> _Assignment_: When a line of the entries contains the word "Concia", report that line.

(Stored data entries)
╔══

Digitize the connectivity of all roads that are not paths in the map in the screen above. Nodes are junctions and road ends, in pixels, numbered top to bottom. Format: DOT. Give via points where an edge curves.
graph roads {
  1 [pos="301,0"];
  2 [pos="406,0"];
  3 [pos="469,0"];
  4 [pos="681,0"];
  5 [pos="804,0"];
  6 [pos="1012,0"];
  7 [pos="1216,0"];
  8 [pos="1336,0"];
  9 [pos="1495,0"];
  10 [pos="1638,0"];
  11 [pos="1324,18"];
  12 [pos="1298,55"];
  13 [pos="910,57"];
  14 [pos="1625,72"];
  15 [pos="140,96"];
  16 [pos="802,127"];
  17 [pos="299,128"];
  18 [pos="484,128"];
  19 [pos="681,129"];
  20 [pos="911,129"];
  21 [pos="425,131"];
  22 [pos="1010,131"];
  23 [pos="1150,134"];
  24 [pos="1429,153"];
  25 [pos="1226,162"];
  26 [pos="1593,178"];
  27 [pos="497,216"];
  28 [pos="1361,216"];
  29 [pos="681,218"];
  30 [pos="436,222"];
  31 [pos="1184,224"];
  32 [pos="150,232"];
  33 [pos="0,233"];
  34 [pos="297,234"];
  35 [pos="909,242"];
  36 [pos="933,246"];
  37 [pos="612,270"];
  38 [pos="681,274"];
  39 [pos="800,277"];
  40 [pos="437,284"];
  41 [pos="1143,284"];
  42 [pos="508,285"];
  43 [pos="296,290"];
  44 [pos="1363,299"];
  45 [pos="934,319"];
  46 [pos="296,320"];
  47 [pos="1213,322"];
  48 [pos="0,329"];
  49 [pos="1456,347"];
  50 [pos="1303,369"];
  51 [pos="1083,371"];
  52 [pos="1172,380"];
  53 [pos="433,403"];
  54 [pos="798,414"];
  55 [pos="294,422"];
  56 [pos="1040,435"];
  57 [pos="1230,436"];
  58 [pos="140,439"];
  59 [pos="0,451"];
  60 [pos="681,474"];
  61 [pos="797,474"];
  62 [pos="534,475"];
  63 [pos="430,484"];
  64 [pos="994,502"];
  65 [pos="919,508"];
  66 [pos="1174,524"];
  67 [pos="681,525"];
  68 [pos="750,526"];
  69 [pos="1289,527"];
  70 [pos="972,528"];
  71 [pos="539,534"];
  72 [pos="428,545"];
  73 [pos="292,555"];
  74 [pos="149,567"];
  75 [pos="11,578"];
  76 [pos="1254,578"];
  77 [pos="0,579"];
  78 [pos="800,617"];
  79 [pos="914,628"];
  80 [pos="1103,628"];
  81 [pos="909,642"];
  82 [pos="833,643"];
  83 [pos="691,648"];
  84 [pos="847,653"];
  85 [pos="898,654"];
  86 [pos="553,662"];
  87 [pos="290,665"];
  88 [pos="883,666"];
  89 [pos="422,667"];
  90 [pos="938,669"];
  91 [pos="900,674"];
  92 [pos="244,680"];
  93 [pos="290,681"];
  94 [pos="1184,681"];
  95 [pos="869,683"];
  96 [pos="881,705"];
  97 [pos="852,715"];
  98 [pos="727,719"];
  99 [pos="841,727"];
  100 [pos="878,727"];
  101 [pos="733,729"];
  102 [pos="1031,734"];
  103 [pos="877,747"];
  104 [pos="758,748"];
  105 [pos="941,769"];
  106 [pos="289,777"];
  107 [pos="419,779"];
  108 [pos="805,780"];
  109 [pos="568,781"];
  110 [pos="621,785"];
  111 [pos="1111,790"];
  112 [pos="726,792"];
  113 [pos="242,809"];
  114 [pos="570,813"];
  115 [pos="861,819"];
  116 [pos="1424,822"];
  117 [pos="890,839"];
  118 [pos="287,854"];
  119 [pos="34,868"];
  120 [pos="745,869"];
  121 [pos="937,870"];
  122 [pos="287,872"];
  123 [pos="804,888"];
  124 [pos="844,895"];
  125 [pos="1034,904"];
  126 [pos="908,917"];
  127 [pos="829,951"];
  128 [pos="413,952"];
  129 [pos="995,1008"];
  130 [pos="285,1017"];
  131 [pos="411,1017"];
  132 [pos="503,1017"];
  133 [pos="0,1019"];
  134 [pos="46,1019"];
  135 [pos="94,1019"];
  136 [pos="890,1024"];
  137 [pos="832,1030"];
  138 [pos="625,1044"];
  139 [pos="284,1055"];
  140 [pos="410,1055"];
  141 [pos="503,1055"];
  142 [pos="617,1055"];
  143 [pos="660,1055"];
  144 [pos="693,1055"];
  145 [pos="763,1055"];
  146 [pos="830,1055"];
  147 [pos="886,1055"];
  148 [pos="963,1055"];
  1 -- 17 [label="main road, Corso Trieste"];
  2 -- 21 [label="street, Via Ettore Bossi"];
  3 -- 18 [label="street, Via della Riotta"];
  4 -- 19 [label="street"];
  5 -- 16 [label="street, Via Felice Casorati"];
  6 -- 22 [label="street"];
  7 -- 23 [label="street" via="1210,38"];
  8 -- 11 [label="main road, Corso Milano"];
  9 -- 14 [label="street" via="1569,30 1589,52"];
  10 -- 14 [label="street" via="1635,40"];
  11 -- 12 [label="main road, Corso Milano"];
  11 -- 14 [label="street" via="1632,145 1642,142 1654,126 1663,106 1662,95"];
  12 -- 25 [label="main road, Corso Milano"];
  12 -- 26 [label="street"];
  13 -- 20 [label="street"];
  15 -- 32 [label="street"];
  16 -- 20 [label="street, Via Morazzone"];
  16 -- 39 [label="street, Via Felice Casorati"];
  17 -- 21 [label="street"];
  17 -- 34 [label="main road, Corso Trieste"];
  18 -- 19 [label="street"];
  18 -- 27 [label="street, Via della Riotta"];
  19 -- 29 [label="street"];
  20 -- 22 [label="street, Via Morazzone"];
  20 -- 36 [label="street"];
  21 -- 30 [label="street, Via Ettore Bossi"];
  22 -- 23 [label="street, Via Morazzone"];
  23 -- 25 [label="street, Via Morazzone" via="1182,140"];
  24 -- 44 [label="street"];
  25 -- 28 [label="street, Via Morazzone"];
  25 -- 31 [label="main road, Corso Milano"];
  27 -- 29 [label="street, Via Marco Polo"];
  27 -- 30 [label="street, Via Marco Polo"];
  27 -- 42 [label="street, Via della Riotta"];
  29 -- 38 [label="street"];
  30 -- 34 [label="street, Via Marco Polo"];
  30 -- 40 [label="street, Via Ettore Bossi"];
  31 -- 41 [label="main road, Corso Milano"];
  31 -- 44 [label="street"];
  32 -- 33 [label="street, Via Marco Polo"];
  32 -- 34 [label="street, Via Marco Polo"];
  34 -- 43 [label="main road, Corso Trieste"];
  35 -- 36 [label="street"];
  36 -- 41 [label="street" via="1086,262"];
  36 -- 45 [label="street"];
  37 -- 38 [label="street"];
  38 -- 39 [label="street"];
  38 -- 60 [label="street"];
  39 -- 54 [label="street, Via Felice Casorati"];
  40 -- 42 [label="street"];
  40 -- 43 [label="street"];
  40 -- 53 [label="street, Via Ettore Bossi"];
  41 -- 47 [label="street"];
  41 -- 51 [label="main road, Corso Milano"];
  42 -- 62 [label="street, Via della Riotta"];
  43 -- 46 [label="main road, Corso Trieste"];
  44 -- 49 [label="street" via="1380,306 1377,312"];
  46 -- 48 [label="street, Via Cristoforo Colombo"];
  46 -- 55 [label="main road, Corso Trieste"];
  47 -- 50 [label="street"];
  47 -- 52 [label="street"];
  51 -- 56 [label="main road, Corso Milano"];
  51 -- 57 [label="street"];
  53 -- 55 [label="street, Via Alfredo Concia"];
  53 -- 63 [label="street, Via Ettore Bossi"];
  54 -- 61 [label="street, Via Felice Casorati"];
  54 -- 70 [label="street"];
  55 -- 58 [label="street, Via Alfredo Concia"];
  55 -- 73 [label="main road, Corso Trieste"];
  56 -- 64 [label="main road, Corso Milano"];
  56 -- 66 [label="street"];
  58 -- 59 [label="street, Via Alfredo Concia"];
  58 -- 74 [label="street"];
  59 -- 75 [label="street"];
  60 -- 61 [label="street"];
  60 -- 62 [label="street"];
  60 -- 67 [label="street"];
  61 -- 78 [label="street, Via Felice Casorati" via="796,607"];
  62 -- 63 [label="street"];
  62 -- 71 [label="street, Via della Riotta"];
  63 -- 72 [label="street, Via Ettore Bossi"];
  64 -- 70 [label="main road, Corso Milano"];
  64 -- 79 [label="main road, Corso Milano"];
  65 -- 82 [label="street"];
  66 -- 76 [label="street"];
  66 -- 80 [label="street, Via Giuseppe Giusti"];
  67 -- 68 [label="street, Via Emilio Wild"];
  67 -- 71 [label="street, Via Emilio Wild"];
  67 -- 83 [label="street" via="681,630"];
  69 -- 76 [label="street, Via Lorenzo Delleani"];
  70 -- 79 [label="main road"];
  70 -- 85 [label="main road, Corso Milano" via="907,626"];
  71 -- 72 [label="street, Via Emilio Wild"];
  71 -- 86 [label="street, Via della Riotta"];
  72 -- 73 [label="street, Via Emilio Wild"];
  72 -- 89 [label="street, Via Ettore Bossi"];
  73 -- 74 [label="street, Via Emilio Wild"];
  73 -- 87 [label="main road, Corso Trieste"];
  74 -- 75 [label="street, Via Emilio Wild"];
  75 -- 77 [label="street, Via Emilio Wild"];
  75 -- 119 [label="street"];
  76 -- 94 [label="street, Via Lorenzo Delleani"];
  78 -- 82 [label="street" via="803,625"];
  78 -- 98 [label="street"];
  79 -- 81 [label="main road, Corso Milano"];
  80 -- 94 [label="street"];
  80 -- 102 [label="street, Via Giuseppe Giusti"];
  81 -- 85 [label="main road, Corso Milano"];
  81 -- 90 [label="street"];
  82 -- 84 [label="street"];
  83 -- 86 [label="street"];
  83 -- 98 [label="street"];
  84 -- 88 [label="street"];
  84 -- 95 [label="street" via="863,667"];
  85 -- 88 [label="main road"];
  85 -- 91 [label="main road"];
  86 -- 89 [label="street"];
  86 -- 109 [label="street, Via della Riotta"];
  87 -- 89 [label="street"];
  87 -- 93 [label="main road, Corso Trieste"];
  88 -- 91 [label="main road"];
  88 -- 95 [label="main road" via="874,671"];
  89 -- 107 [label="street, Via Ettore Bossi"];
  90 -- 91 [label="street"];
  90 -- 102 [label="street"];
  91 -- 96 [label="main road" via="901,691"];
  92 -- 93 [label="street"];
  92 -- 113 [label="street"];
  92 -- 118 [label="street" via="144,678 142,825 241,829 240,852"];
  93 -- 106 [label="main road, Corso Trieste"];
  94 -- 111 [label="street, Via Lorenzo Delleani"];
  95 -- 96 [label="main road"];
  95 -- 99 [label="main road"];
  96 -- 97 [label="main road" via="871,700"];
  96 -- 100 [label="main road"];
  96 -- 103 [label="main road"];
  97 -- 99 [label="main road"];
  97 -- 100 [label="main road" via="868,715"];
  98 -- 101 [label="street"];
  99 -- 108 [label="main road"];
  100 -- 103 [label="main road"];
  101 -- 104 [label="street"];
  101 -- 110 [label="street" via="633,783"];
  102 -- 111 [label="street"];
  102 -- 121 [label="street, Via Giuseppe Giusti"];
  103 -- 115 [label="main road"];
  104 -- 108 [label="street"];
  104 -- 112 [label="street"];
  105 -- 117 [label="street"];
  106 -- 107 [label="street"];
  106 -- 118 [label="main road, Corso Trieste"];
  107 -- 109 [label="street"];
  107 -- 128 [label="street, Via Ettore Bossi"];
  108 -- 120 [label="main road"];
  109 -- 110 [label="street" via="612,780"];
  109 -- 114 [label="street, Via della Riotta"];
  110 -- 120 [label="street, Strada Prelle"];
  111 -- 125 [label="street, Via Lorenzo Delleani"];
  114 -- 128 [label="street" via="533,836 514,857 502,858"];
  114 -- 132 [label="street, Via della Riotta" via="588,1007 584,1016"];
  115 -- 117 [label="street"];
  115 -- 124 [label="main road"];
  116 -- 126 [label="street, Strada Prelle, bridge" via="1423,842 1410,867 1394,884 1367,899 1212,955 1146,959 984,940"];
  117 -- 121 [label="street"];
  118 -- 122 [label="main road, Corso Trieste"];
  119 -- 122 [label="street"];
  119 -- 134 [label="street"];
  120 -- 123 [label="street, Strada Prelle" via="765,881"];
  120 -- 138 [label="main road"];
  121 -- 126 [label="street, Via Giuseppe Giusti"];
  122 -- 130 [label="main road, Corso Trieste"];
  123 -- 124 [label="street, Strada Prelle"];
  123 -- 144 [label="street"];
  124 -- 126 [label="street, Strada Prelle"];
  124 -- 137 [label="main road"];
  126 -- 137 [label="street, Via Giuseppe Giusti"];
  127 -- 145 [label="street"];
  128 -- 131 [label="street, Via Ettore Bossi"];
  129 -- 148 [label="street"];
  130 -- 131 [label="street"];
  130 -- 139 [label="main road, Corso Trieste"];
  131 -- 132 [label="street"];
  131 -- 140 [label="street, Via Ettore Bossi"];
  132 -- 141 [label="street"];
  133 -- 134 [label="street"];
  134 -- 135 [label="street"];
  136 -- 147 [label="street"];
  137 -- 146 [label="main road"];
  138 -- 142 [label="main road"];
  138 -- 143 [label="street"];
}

╚══

> _Solution_:
  53 -- 55 [label="street, Via Alfredo Concia"];
  55 -- 58 [label="street, Via Alfredo Concia"];
  58 -- 59 [label="street, Via Alfredo Concia"];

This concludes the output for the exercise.